====== DATA PROVIDED

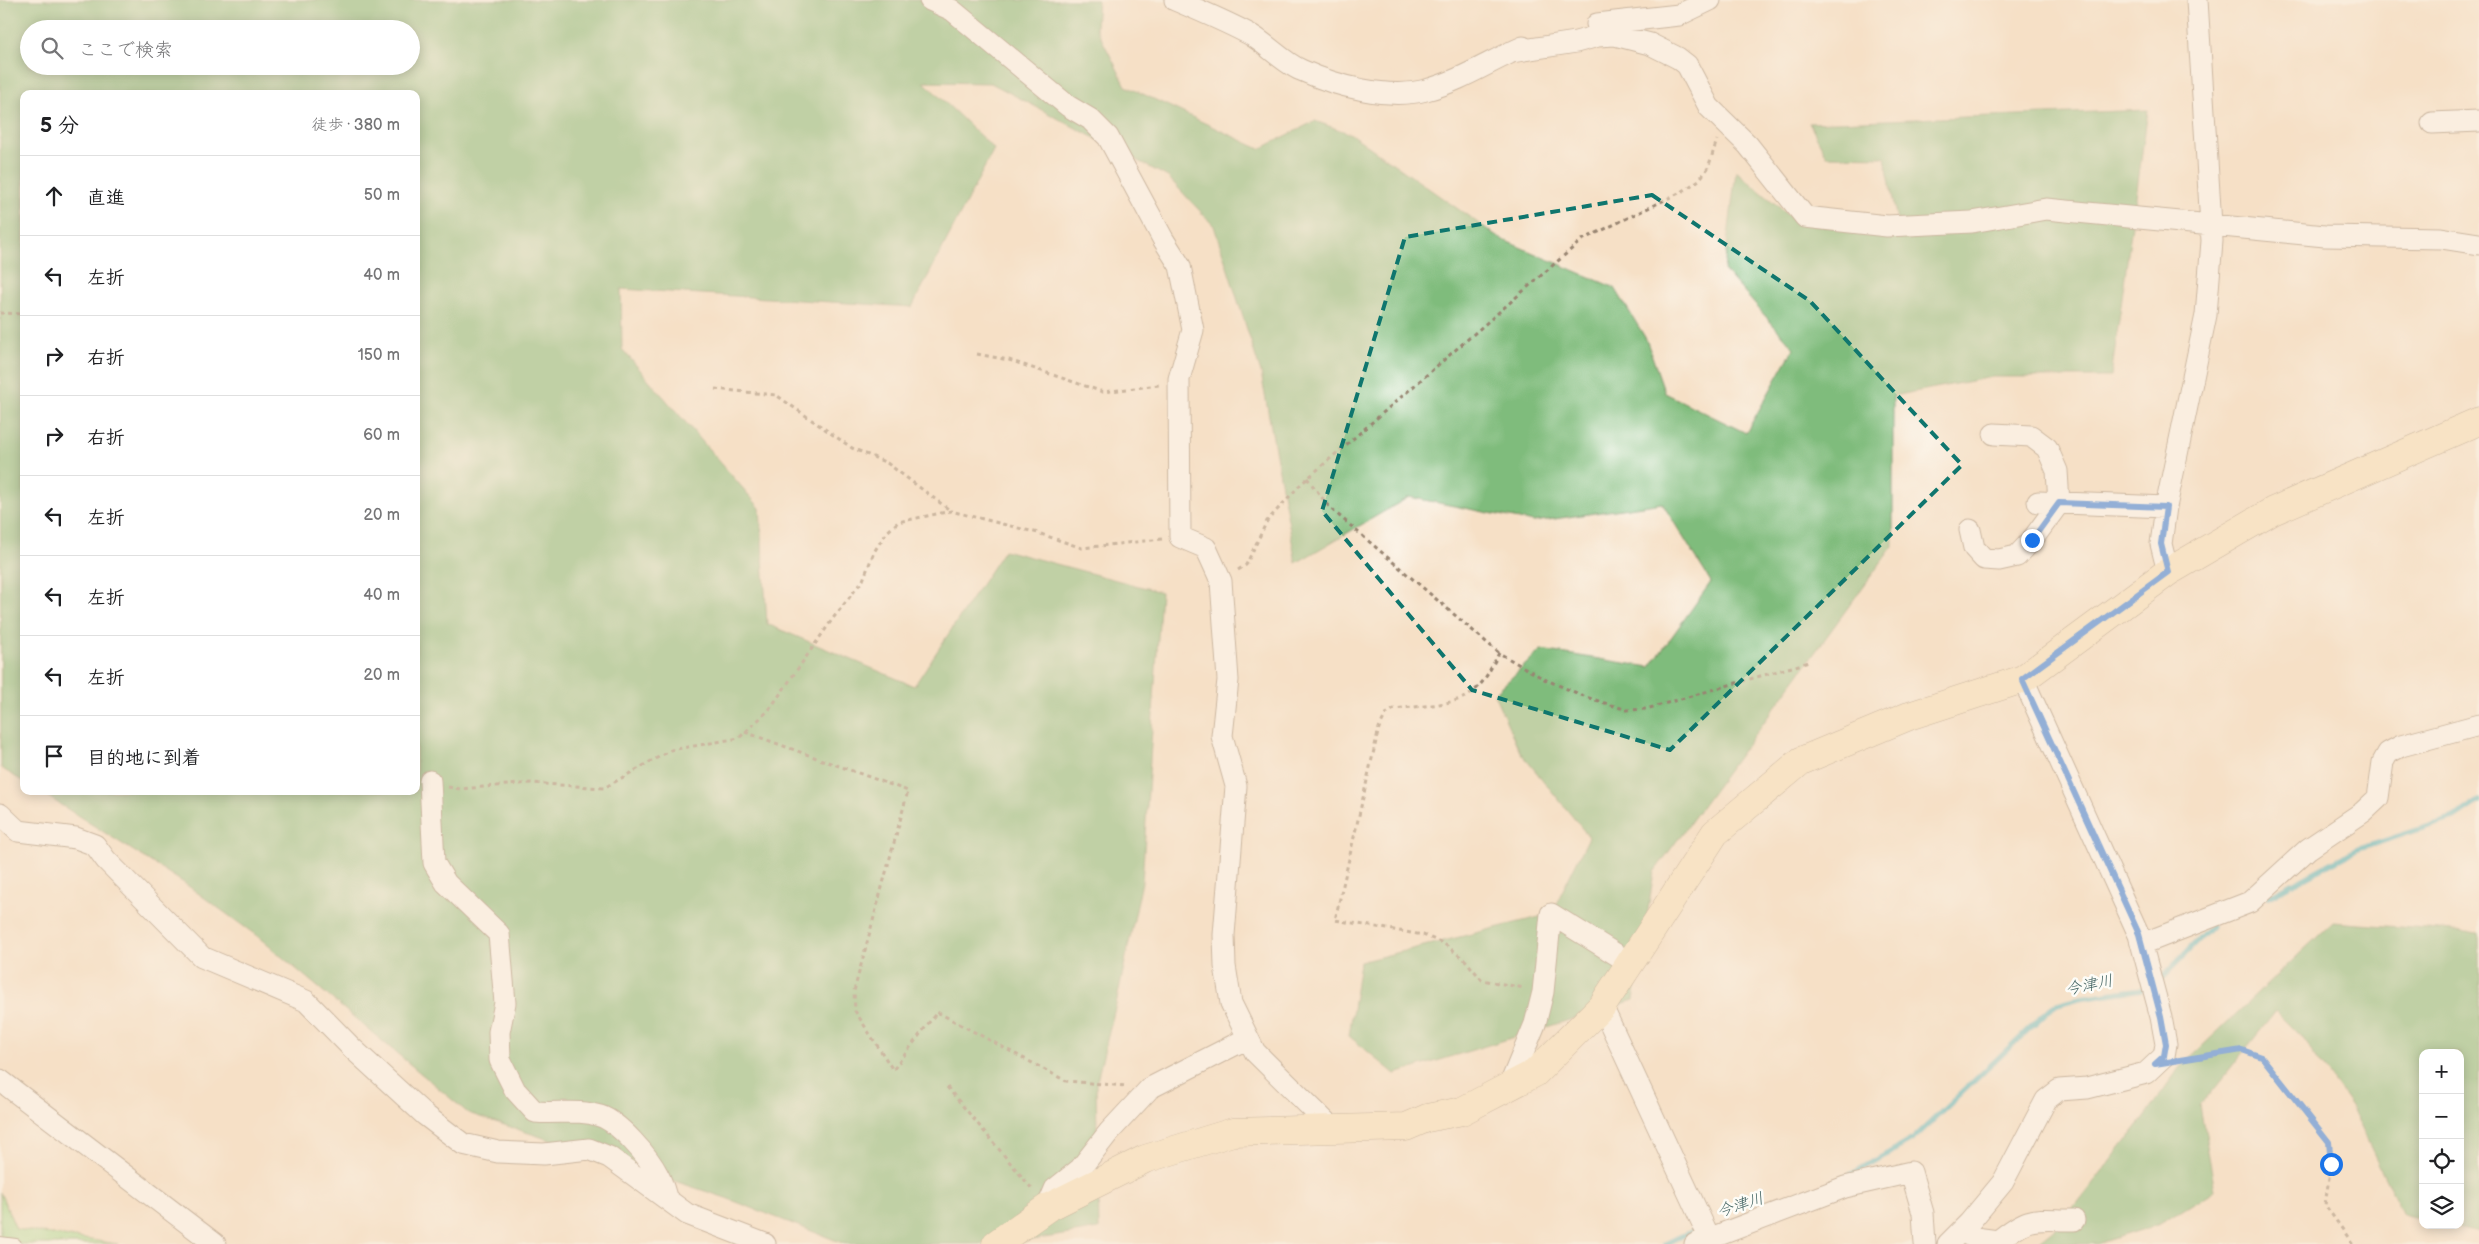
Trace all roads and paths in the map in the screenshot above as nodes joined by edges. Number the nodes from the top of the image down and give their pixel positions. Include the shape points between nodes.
1 (930, 0) edge
2 (1175, 0) edge
3 (1710, 0) edge
4 (2197, 0) edge
5 (1511, 52) junction
6 (1721, 118) junction
7 (2479, 121) edge
8 (2432, 123) dead end
9 (2211, 224) junction
10 (2479, 244) edge
11 (0, 313) edge
12 (20, 314) edge
13 (977, 354) dead end
14 (1179, 379) junction
15 (715, 389) dead end
16 (2479, 421) edge
17 (1994, 434) dead end
18 (1307, 478) junction
19 (2049, 502) junction
20 (2166, 507) junction
21 (951, 511) junction
22 (1970, 530) dead end
23 (1180, 537) junction
24 (2168, 572) junction
25 (1221, 581) junction
26 (1499, 653) junction
27 (1809, 662) dead end
28 (2022, 679) junction
29 (2479, 725) edge
30 (745, 732) junction
31 (430, 781) joint
32 (0, 814) edge
33 (2142, 944) junction
34 (1630, 963) junction
35 (1542, 999) junction
36 (1602, 1006) junction
37 (1248, 1038) junction
38 (2155, 1064) junction
39 (0, 1080) edge
40 (1509, 1086) junction
41 (947, 1087) dead end
42 (1150, 1088) junction
43 (1335, 1131) junction
44 (666, 1197) junction
45 (1048, 1208) junction
46 (2074, 1220) dead end
47 (1955, 1237) edge
48 (1, 1240) edge
49 (1702, 1241) edge
50 (16, 1244) edge
51 (215, 1244) edge
52 (765, 1244) edge
53 (996, 1244) edge
54 (1925, 1244) edge
55 (2353, 1244) edge

1 - 14 street via 952,10 1068,106 1090,119 1108,137 1180,266 1194,330
2 - 5 street via 1250,34 1299,70 1383,93 1426,90 1481,69
3 - 5 street via 1679,16 1582,25
4 - 9 street
5 - 6 street via 1598,36 1631,37 1687,65 1709,108
6 - 9 street via 1748,145 1805,216 1887,226 1972,222 2046,209
6 - 18 path via 1716,150 1699,180 1582,240
7 - 8 street
9 - 10 street via 2325,236 2442,238
9 - 20 street via 2206,315
11 - 12 path
13 - 14 path via 1010,360 1103,392 1153,386
14 - 23 street
15 - 21 path via 776,395 852,448 887,462
16 - 24 street via 2274,511
17 - 19 street via 2031,436 2047,448 2057,471
18 - 25 path via 1268,521 1246,564
18 - 26 path via 1330,508
19 - 20 street
19 - 22 street via 2032,540 2017,556 1984,559 1974,548
20 - 24 street via 2161,544
21 - 23 path via 1082,548
21 - 30 path via 898,522 886,533 862,580 769,710
23 - 25 street via 1206,548
24 - 28 street
25 - 37 street via 1228,680 1222,736 1236,786 1224,966 1231,1003
26 - 27 path via 1561,687 1627,710 1646,709
26 - 35 path via 1486,677 1472,693 1454,701 1394,709 1386,714 1379,728 1335,920 1423,935 1443,943 1482,980 1526,989
28 - 33 street
28 - 34 street via 1908,716 1801,761 1715,832
29 - 33 street via 2401,746 2388,753 2382,762 2378,798 2308,849 2250,902
30 - 31 path via 740,738 670,750 604,788 531,783 460,789
30 - 42 path via 908,791 854,991 855,1011 893,1070 937,1012 1066,1081
31 - 44 street via 434,863 446,883 499,934 505,1003 500,1060 515,1090 535,1112 554,1114 572,1111 602,1116 629,1136 658,1175
32 - 44 street via 18,831 76,838 95,845 202,957 306,1001 425,1115 463,1144 498,1152 544,1154 589,1148 609,1157
33 - 38 street via 2166,1044 2164,1056
34 - 35 street via 1551,914 1548,968
34 - 36 street
35 - 40 street
36 - 40 street via 1535,1073
36 - 49 street
37 - 42 street
37 - 43 street via 1255,1052
38 - 47 street via 2146,1073 2087,1088 2059,1090 2046,1100 2003,1182
38 - 55 path via 2242,1050 2262,1057 2329,1142 2331,1164 2325,1205
39 - 51 street
40 - 43 street via 1462,1110 1427,1118 1406,1127
41 - 45 path
42 - 45 street via 1080,1169 1054,1189
43 - 45 street via 1233,1132 1145,1159
44 - 52 street via 687,1214
45 - 53 street
46 - 47 street via 2030,1220 2019,1224 1998,1241
48 - 50 lane
49 - 54 street via 1845,1187 1911,1172 1923,1213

============

WORK REQUIRED: What is needed is the number of lines in the data that contain "dead", given with nothing else.

REPLY: 8